12) Onderdeel 4.6 klaagt erover dat het hof voorbij is gegaan aan het
door verder nog gestelde, maar geeft niet aan welke stellingen
hier bedoeld worden (en dus ook niet, waarom die stellingen het hof
tot een ander oordeel of tot nadere motivering van het gegeven oordeel
hadden behoren te leiden). Het middel voldoet dus niet aan de eis die
in art. 426a lid 2 Rv besloten ligt.
De klacht lijkt mij overigens ook daarom niet doeltreffend, omdat de
in het bestreden arrest gegeven motivering zowel duidelijk als dragend
is. Het valt niet in te zien wat andere argumenten van de kant van
daaraan zouden (kunnen) afdoen.
13) Het middel stelt, naar ik meen, geen vragen aan de orde die in het
belang van de rechtseenheid of de rechtsontwikkeling beantwoord moeten
worden.
Conclusie
Ik denk dat het cassatieberoep zou moeten worden verworpen.
De Procureur-Generaal bij de
Hoge Raad der Nederlanden
1 Zie de als prod. 3 bij het inleidend verzoekschrift overgelegde
brief van 26 januari 1981.
2 Vóór (en in verband met) het opmaken van deze notariële akte is er
tussen en Almond Grove ook geprocedeerd. Dat blijkt uit
de bij de conclusie van antwoord in deze zaak overgelegde vonnissen,
maar ook uit de conclusie van A-G De Vries Lentsch-Kostense van 6
september 2002 in de zaak met nr. R01/018, onder 2 iv.
3 De overweging van het GEA waarin dit wordt vastgesteld betreft
kennelijk het als prod. 2 bij de conclusie van antwoord in deze zaak
overgelegde (kopie)vonnis.
4 Zie voor recente bevestigingen van deze "bestendige leer"
bijvoorbeeld HR 20 september 2002, rechtspraak.nl LJN nr. AE0647, rov.
3.4; HR 12 juli 2002, rechtspraak.nl LJN nr. AE1532, rov. 3.9.3; HR 8
februari 2002, rechtspraak.nl LJN nr. AD7318, rov. 4.5.
5 Zie bijvoorbeeld alinea 4.2.4. van de conclusie van A-G Verkade voor
HR 20 september 2002, rechtspraak.nl LJN nr. AE4367.
6 Het middel geeft overigens niet duidelijk aan, op welk bewijsaanbod
het doelt.
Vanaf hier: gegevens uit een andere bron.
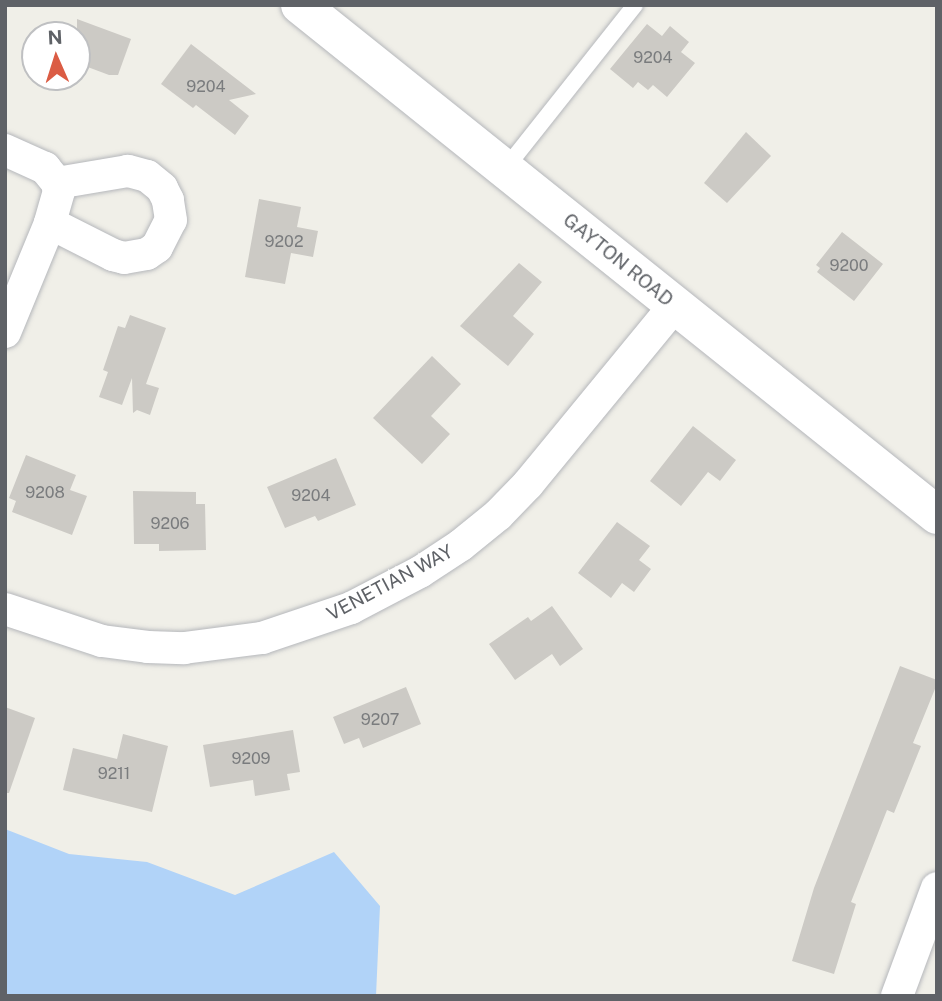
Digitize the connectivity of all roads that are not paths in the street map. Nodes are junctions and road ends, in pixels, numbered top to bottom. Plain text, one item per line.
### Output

Er is een geheel in algemene termen gesteld bewijsaanbod
gedaan in de Memorie van Grieven, p. 2, en er is op p. 1 van de
pleitnota in appel een, wederom ongespecificeerd, bewijsaanbod gedaan
met betrekking tot de stelling dat (wel degelijk) voor 28
februari 1981 een keus kenbaar zou hebben gemaakt. Ik meen dat voor de
beide varianten waarin namens een bewijsaanbod is gedaan,
geldt dat dat als te vaag mocht worden gepasseerd.
7 Zie voor de beoordelingsvrijheid van de rechter in dit opzicht bijv.
alinea's 2.13 - 2.16 van de conclusie van A-G Wesseling-van Gent voor
HR 12 juli 2002, rechtspraak.nl LJN nr. AE2370. Zie verder
Snijders-Wendels, Civiel Appel, 1999, nr. 232.
8 De schriftelijke toelichting namens Almond Grove wijst in dit
verband met juistheid op HR 23 oktober 1992, NJ 1992, 814, rov. 3.5 en
HR 8 januari 1999, NJ 1999, 342, rov. 3.3.4.